Interrupting his studies, in 1887, he returned to Tiflis, where he began an active campaign of organizing and training laborers and Western Armenian immigrants. He taught them to read and write, he instructed them in the use of arms, also imparting revolutionary
ideology.
In Tiflis, he established the Yeritasard Hayastan (Young Armenia) organization in an effort to provide support to and unite various Armenian activist groups.
Kristapor became the prime mover in the unification of Armenian revolutionary groups into a “Federation of Armenian Revolutionaries” in 1890. It soon thereafter coalesced into an organization in and of itself: Armenian Revolutionary Federation (Hay Heghapokhakan Dashnaktsoutiun). He was to remain a member of its Bureau, the highest executive body, for the remainder of his life.
Accused of being a revolutionary, Kristapor was arrested in spring 1891 by the Russian authorities and exiled to Bessarabia (now in Moldova and Ukraine), where, with Simon Zavarian, who was also in exile, he published the first issues of Droshak (Banner, or Flag), which was to become the central organ of the party.
For the next several years he operated in the Transcaucasus, eventually moving to Galatz (Galati), Romania, where he published the third issue of the Droshak newspaper. He served as its editor for many years, based in Geneva from 1898 onward, and also directed the political relations and propaganda efforts of the party. He also published the bi-monthly Pro Armenia with the cooperation of the French intellectual and political elite.
Kristapor conceived and headed the Potorik (Tempest) operation to raise funds for the party from wealthy Armenians, if necessary through coercive methods.
In 1904, Kristapor assumed leadership of the ARF’s plot to assassinate the “Bloody Sultan,” Abdul Hamid II. He was killed in 1905, the victim of an explosion while testing handheld bombs on Mt.

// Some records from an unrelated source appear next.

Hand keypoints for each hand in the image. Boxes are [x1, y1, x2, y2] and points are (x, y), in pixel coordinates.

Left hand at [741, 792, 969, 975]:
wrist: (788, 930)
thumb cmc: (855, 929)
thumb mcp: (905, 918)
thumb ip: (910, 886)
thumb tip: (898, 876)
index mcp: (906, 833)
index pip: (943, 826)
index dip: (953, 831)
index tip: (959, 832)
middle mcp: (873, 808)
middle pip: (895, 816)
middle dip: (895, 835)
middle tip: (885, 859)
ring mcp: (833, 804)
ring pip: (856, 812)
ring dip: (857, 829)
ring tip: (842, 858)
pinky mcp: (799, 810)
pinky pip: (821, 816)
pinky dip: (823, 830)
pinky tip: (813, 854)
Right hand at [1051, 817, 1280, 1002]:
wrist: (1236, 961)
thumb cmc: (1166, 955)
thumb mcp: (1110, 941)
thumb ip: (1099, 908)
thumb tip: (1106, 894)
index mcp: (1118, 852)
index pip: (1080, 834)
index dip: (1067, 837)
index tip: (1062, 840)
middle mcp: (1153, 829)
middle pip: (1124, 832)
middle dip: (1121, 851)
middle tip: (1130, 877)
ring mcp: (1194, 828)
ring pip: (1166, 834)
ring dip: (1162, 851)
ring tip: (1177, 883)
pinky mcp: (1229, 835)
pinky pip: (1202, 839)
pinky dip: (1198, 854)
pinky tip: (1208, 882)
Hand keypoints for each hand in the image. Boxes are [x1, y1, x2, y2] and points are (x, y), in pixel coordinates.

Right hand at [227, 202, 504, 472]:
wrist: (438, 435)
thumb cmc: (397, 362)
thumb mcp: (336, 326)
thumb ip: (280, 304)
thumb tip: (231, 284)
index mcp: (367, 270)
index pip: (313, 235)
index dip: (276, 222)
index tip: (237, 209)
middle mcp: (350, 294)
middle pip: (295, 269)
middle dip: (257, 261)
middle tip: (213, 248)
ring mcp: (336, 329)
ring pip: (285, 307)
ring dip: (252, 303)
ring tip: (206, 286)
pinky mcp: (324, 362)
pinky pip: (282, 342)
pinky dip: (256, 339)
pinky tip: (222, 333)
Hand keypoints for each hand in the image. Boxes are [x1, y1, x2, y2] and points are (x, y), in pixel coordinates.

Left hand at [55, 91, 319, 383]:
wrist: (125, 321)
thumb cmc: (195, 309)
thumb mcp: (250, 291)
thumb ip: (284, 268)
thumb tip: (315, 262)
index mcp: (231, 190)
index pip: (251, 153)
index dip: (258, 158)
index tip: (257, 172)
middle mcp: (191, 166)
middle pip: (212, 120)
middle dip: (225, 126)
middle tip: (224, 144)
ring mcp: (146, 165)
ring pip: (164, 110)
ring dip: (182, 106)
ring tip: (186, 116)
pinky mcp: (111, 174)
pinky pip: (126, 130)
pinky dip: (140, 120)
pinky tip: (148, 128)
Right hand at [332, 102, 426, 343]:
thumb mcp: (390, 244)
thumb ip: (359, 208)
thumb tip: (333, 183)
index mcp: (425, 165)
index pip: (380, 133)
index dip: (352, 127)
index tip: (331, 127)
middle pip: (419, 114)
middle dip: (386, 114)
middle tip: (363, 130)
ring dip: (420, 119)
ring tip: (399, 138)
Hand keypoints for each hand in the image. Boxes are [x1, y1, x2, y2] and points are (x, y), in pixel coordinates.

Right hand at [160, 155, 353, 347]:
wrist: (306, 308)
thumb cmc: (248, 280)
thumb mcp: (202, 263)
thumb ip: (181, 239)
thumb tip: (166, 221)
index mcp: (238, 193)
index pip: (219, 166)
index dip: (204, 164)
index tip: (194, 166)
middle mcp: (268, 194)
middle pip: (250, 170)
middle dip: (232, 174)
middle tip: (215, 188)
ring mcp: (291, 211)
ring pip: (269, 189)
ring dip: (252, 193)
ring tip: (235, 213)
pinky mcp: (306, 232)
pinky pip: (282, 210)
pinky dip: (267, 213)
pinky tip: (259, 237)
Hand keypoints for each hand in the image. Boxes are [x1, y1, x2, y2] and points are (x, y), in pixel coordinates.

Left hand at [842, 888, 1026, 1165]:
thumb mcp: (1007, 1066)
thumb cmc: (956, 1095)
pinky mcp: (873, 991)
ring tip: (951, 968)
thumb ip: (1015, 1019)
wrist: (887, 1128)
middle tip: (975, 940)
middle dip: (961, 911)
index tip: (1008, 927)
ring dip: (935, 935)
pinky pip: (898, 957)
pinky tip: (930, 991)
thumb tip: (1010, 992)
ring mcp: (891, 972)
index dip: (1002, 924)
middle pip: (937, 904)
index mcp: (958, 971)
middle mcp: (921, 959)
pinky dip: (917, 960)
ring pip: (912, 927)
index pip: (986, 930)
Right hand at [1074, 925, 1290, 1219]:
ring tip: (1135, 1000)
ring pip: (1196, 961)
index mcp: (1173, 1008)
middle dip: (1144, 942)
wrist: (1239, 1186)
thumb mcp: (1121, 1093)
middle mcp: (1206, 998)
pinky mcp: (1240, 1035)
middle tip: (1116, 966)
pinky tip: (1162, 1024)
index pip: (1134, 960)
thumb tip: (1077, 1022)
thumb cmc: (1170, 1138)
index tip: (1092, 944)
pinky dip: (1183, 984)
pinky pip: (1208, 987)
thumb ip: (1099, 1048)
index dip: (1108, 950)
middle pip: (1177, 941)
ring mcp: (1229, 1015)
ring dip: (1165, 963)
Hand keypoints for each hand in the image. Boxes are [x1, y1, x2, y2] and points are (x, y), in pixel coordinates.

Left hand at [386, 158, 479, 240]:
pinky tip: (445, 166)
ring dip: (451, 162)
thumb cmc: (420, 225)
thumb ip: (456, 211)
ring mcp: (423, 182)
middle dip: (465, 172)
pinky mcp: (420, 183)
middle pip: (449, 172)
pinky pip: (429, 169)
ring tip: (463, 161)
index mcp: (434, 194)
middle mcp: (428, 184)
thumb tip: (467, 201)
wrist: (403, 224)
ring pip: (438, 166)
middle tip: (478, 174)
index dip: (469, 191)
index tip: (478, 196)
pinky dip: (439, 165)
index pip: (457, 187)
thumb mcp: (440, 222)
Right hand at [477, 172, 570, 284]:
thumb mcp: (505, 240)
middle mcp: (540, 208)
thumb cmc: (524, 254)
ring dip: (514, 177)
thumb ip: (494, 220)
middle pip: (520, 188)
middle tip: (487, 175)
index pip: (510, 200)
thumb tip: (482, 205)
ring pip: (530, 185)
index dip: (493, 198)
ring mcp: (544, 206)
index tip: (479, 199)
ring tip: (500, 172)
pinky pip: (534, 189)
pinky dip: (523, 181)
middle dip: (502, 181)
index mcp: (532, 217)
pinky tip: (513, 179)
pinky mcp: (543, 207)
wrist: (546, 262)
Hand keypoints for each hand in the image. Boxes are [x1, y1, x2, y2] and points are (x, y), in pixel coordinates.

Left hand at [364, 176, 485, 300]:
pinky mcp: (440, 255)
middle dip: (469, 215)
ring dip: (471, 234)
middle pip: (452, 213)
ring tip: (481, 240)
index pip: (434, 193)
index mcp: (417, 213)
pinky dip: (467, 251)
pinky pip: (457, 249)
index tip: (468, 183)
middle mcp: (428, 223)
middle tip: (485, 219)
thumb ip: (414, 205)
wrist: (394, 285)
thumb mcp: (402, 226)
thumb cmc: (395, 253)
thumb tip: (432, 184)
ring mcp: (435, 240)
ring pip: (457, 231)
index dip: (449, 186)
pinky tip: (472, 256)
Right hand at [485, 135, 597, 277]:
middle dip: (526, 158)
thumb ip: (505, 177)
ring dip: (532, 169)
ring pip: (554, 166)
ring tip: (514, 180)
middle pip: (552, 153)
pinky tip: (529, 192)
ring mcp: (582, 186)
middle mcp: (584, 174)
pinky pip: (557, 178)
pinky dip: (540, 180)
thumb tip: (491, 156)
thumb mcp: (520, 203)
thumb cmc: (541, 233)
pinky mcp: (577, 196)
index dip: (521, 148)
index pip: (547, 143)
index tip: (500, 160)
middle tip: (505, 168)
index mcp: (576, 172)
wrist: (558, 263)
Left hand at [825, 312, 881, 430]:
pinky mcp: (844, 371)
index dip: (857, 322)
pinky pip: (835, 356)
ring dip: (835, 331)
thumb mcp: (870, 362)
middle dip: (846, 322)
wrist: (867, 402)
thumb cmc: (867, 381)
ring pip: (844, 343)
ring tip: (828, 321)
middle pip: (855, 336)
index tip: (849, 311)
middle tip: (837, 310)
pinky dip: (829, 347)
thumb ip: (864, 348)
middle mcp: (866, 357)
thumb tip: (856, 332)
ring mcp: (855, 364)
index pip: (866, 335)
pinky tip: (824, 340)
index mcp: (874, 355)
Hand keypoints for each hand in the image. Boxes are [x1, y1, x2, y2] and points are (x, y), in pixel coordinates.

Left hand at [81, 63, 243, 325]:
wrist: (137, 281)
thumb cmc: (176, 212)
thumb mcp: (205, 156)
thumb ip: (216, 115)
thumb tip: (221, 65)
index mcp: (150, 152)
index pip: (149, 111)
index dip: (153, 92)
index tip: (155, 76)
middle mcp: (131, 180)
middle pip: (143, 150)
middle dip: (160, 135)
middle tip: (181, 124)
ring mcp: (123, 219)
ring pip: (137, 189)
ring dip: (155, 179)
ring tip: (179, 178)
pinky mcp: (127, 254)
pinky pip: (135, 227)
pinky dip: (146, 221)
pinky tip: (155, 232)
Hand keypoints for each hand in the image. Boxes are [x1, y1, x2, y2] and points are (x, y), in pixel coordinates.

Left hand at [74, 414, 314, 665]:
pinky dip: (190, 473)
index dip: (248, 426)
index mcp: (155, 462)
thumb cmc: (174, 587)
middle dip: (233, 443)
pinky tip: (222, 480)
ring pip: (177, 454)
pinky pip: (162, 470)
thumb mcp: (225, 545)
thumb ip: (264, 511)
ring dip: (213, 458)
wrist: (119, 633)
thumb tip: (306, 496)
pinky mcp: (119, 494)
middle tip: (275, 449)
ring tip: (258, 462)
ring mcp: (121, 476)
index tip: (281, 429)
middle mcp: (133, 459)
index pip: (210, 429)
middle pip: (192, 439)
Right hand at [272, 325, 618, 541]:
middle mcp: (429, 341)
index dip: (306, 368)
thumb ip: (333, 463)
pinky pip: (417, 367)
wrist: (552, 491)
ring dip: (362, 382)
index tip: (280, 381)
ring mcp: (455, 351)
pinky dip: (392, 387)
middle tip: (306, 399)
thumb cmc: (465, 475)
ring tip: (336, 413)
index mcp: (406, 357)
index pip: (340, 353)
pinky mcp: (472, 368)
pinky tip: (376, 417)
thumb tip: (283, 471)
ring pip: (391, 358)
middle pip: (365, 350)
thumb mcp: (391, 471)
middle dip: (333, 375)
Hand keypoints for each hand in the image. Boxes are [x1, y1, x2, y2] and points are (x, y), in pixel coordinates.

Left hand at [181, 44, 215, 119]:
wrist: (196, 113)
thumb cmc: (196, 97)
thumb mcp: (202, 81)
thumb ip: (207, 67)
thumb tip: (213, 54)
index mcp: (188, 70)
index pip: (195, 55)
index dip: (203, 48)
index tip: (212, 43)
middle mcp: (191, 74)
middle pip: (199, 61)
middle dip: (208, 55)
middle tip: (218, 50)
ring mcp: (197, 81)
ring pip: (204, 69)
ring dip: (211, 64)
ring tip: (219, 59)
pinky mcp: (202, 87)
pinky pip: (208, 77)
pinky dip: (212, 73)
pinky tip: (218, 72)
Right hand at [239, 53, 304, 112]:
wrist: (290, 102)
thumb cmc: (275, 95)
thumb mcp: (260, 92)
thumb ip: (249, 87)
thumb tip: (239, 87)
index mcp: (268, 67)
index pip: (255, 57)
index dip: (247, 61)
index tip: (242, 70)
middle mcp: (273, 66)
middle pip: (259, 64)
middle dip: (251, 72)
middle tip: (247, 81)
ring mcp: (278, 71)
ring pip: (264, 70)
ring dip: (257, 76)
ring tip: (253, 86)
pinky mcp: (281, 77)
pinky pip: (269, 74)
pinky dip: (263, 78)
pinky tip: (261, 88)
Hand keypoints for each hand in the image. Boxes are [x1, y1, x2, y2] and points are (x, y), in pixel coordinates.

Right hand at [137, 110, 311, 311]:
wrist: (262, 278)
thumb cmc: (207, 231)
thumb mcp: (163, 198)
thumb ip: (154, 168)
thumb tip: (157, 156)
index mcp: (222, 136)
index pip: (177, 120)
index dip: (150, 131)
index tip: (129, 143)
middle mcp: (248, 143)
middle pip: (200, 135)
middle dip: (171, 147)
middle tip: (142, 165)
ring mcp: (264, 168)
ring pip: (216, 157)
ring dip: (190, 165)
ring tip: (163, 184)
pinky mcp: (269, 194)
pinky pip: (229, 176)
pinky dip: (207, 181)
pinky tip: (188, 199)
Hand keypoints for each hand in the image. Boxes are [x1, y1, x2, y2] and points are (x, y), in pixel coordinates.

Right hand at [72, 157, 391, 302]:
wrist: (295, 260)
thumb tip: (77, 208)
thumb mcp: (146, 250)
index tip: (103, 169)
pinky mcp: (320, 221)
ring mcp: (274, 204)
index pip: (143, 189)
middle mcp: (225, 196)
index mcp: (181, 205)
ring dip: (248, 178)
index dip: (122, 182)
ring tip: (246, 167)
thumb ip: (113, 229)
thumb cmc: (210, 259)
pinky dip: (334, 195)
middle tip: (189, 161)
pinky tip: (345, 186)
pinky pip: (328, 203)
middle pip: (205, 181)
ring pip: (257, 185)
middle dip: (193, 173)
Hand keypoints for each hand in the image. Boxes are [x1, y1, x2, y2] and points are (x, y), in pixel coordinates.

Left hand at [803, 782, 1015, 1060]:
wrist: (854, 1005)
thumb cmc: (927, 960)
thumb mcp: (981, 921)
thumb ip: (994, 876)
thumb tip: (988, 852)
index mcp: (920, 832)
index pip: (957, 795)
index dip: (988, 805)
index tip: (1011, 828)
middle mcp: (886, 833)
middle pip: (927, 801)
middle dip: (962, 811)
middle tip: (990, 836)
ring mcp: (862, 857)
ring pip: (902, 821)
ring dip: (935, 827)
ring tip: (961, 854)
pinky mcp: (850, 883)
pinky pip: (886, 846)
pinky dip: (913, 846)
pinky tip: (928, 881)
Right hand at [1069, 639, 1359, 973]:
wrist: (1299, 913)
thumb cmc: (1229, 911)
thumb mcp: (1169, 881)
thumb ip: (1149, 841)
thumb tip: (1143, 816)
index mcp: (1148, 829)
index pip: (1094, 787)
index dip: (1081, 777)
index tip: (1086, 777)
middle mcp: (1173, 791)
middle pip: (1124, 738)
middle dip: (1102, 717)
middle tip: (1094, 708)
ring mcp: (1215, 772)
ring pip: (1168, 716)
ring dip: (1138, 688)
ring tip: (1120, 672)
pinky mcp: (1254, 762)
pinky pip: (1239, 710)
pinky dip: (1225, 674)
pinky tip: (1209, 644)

Vitosh (Vitosha), near Sofia, Bulgaria. He was 46 years old.
Until his death, Kristapor remained the central figure of the Dashnaktsoutiun.
If in order to justify their indifference people say, “What can I do?” when they have never tried to find out what, in general, there is to do or they have ignored the advice that sought to remind them of their most elementary of responsibilities…
If people try to explain their position toward you by saying that they are “unfamiliar with your work,” when they have taken no step whatsoever, and wish to take no steps, to familiarize themselves with that work…
When some oppose you, maintaining that they do not consider “your actions appropriate for reaching the objective,” when they in fact have no idea of the method of your struggle and often have no way of knowing, because first, through time your tactics change, and second, it must remain an internal, classified matter…
If some people would have you believe that they “profess other convictions,” when in fact they do nothing in accordance with any convictions, or in the name of “supreme interests” they only poison public opinion or day and night fill the air with talk in the name of the “surplus labor” of the workers, but when faced with the “surplus blood” of an entire people they remain cold-hearted stoics; if men, with foolishness characteristic of madmen, continuously reject the clear merits of others when they themselves, with the most daring impudence, demand unconditional respect for their conspicuous shortcomings, their charlatanism, and their arrogant, egotistic mindset…
Then, forgive us, for in any of those cases, we cannot consider ourselves as dealing with an opposition worthy of notice.